Saved data entries
******************************

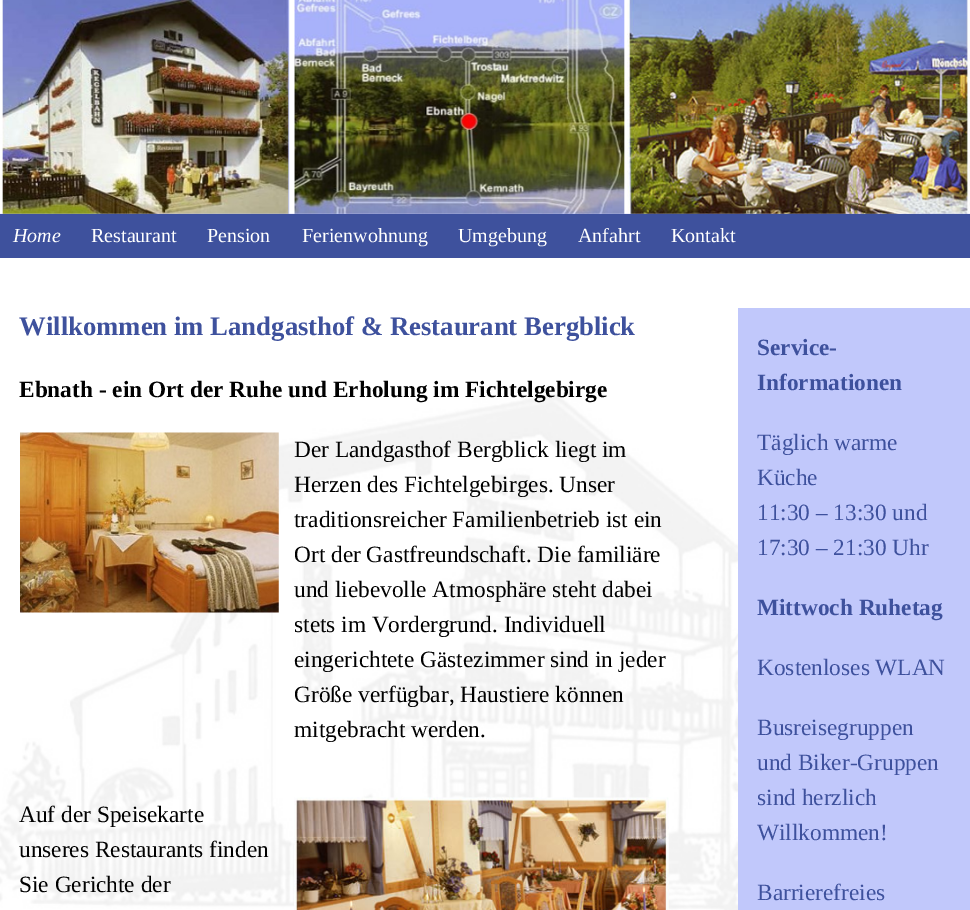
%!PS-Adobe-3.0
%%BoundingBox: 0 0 970 910
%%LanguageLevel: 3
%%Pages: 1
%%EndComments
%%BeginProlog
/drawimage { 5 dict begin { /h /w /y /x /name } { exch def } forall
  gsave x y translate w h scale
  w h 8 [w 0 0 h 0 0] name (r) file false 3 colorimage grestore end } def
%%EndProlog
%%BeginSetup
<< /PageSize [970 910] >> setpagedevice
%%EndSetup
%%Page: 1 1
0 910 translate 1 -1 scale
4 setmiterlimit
1 setgray
0 0 970 910 rectfill
(images/1.raw) 0 0 970 214 drawimage
0.243 0.318 0.616 setrgbcolor
0 214 970 44 rectfill
(images/2.raw) 0 394 738 516 drawimage
(images/3.raw) 20 432 259 181 drawimage
(images/4.raw) 294 797 375 113 drawimage
0.757 0.784 0.984 setrgbcolor
738 308 232 602 rectfill
/LiberationSerif-Italic [20 0 0 -20 0 0] selectfont
1 setgray
13 242 moveto (Home) show
/LiberationSerif-Regular [20 0 0 -20 0 0] selectfont
91 242 moveto (Restaurant) show
207 242 moveto (Pension) show
302 242 moveto (Ferienwohnung) show
458 242 moveto (Umgebung) show
578 242 moveto (Anfahrt) show
671 242 moveto (Kontakt) show
/LiberationSerif-Bold [26.7 0 0 -26.7 0 0] selectfont
0.243 0.318 0.616 setrgbcolor
19 335 moveto (Willkommen im Landgasthof & Restaurant Bergblick) show
/LiberationSerif-Bold [23.3 0 0 -23.3 0 0] selectfont
0 setgray
19 397 moveto (Ebnath - ein Ort der Ruhe und Erholung im Fichtelgebirge) show
/LiberationSerif-Regular [23.3 0 0 -23.3 0 0] selectfont
294 457 moveto (Der Landgasthof Bergblick liegt im) show
294 492 moveto (Herzen des Fichtelgebirges. Unser) show
294 527 moveto (traditionsreicher Familienbetrieb ist ein) show
294 562 moveto (Ort der Gastfreundschaft. Die familiäre) show
294 597 moveto (und liebevolle Atmosphäre steht dabei) show
294 632 moveto (stets im Vordergrund. Individuell) show
294 667 moveto (eingerichtete Gästezimmer sind in jeder) show
294 702 moveto (Größe verfügbar, Haustiere können) show
294 737 moveto (mitgebracht werden.) show
19 822 moveto (Auf der Speisekarte) show
19 857 moveto (unseres Restaurants finden) show
19 892 moveto (Sie Gerichte der) show
/LiberationSerif-Bold [23.3 0 0 -23.3 0 0] selectfont
0.243 0.318 0.616 setrgbcolor
757 355 moveto (Service-) show
757 390 moveto (Informationen) show
/LiberationSerif-Regular [23.3 0 0 -23.3 0 0] selectfont
757 450 moveto (Täglich warme) show
757 485 moveto (Küche) show
757 520 moveto (11:30 – 13:30 und) show
757 555 moveto (17:30 – 21:30 Uhr) show
/LiberationSerif-Bold [23.3 0 0 -23.3 0 0] selectfont
757 615 moveto (Mittwoch Ruhetag) show
/LiberationSerif-Regular [23.3 0 0 -23.3 0 0] selectfont
757 675 moveto (Kostenloses WLAN) show
757 735 moveto (Busreisegruppen) show
757 770 moveto (und Biker-Gruppen) show
757 805 moveto (sind herzlich) show
757 840 moveto (Willkommen!) show
757 900 moveto (Barrierefreies) show
showpage
%%EOF
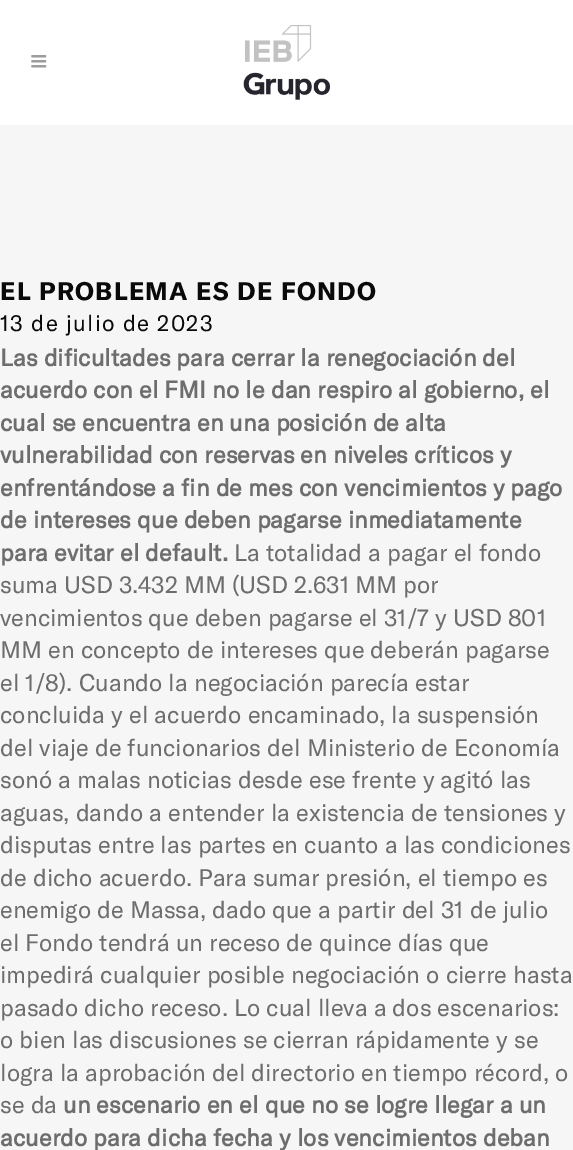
%!PS-Adobe-3.0
%%BoundingBox: 0 0 573 1150
%%LanguageLevel: 3
%%Pages: 1
%%EndComments
%%BeginProlog
/drawimage { 5 dict begin { /h /w /y /x /name } { exch def } forall
  gsave x y translate w h scale
  w h 8 [w 0 0 h 0 0] name (r) file false 3 colorimage grestore end } def
%%EndProlog
%%BeginSetup
<< /PageSize [573 1150] >> setpagedevice
%%EndSetup
%%Page: 1 1
0 1150 translate 1 -1 scale
4 setmiterlimit
0.965 setgray
0 0 573 1150 rectfill
1 setgray
0 0 573 125 rectfill
(images/1.raw) 31 55 16 13 drawimage
(images/2.raw) 243 25 87 75 drawimage
/GTAmerica-Bold [25 0 0 -25 0 0] selectfont
0.039 setgray
0 300 moveto 1.25 0 (EL PROBLEMA ES DE FONDO) ashow
/GTAmerica-Regular [22.5 0 0 -22.5 0 0] selectfont
0 331 moveto 1.25 0 (13 de julio de 2023) ashow
/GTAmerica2-Bold [23.75 0 0 -23.75 0 0] selectfont
0.427 setgray
0 366 moveto (Las dificultades para cerrar la renegociación del) show
0 398 moveto (acuerdo con el FMI no le dan respiro al gobierno, el) show
0 431 moveto (cual se encuentra en una posición de alta) show
0 463 moveto (vulnerabilidad con reservas en niveles críticos y) show
0 496 moveto (enfrentándose a fin de mes con vencimientos y pago) show
0 528 moveto (de intereses que deben pagarse inmediatamente) show
0 561 moveto (para evitar el default.) show
/GTAmerica-Regular [23.75 0 0 -23.75 0 0] selectfont
234 561 moveto (La totalidad a pagar el fondo) show
0 593 moveto (suma USD 3.432 MM \(USD 2.631 MM por) show
0 626 moveto (vencimientos que deben pagarse el 31/7 y USD 801) show
0 658 moveto (MM en concepto de intereses que deberán pagarse) show
0 691 moveto (el 1/8\). Cuando la negociación parecía estar) show
0 723 moveto (concluida y el acuerdo encaminado, la suspensión) show
0 756 moveto (del viaje de funcionarios del Ministerio de Economía) show
0 788 moveto (sonó a malas noticias desde ese frente y agitó las) show
0 821 moveto (aguas, dando a entender la existencia de tensiones y) show
0 853 moveto (disputas entre las partes en cuanto a las condiciones) show
0 886 moveto (de dicho acuerdo. Para sumar presión, el tiempo es) show
0 918 moveto (enemigo de Massa, dado que a partir del 31 de julio) show
0 951 moveto (el Fondo tendrá un receso de quince días que) show
0 983 moveto (impedirá cualquier posible negociación o cierre hasta) show
0 1016 moveto (pasado dicho receso. Lo cual lleva a dos escenarios:) show
0 1048 moveto (o bien las discusiones se cierran rápidamente y se) show
0 1081 moveto (logra la aprobación del directorio en tiempo récord, o) show
0 1113 moveto (se da) show
/GTAmerica2-Bold [23.75 0 0 -23.75 0 0] selectfont
63 1113 moveto (un escenario en el que no se logre llegar a un) show
0 1146 moveto (acuerdo para dicha fecha y los vencimientos deban) show
showpage
%%EOF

******************************

• Work order
Going through the entries above, show each line that contains "Bergblick".

• Solution to the problem
19 335 moveto (Willkommen im Landgasthof & Restaurant Bergblick) show
294 457 moveto (Der Landgasthof Bergblick liegt im) show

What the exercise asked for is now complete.